Corrigan’s work for Dublin City Council is based from the Bull Island Interpretive Centre, which hosts everything from primary schools to PhD research students, and he recommends it as the first port of call to any visitors. “The job here changes from season to season. Conservation would always be foremost in the job, then education.”

The island was designated as a UNESCO biosphere reserve in 1981, a status which was expanded to cover the whole of Dublin Bay in 2015, which means that although it’s a unique habitat, “we don’t lock it up behind gates, that people are involved and have a say in what happens in the bay… and it’s a tricky one, because we have to realise that it is a very important amenity area for the people of Dublin – but at the same time, as regards the ecology of the area, we can’t replace it.”
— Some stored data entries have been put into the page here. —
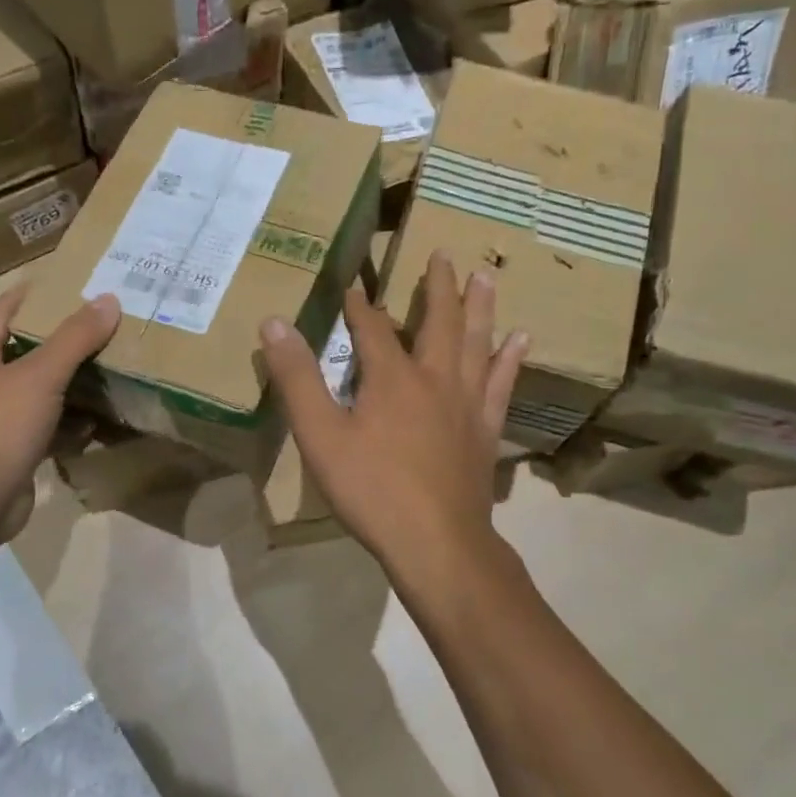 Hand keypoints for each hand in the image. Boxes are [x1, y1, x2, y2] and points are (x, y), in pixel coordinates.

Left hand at [0, 287, 119, 544]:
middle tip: (101, 326)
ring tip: (108, 366)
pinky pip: (45, 428)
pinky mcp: (11, 452)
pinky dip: (69, 423)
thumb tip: (109, 299)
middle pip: (22, 351)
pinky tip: (98, 419)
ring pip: (37, 392)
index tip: (66, 284)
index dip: (30, 295)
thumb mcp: (40, 375)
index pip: (2, 310)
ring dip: (67, 382)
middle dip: (58, 339)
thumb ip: (75, 338)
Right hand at [260, 252, 527, 577]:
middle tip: (442, 253)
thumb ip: (297, 379)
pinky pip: (501, 385)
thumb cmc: (372, 490)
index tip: (354, 286)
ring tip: (486, 277)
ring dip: (480, 307)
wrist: (436, 543)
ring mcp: (467, 405)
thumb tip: (274, 323)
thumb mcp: (320, 436)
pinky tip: (520, 340)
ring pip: (477, 343)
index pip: (374, 327)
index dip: (361, 306)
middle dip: (437, 286)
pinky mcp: (485, 431)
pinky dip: (509, 360)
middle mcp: (436, 379)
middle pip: (439, 322)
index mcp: (393, 378)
“When I started here 30 years ago, it was pretty much no man’s land, and through a lot of effort put in by Dublin City Council over the years, it’s now recognised and appreciated as being the most protected ecosystem in the whole of Ireland. The island hosts half of all flora recorded in the greater Dublin area, and a third of the flora nationwide. Come October we’ll have the grey seals pupping at the northern tip, we’ll also have all the migratory birds coming – over 3,000 brent geese down from arctic Canada, and about 30,000 wading birds, and a lot of wild fowl, ducks and so on.” In recent years Corrigan has noticed a change. “There’s a lot more respect for the fragility of the island here. And that happens through education.”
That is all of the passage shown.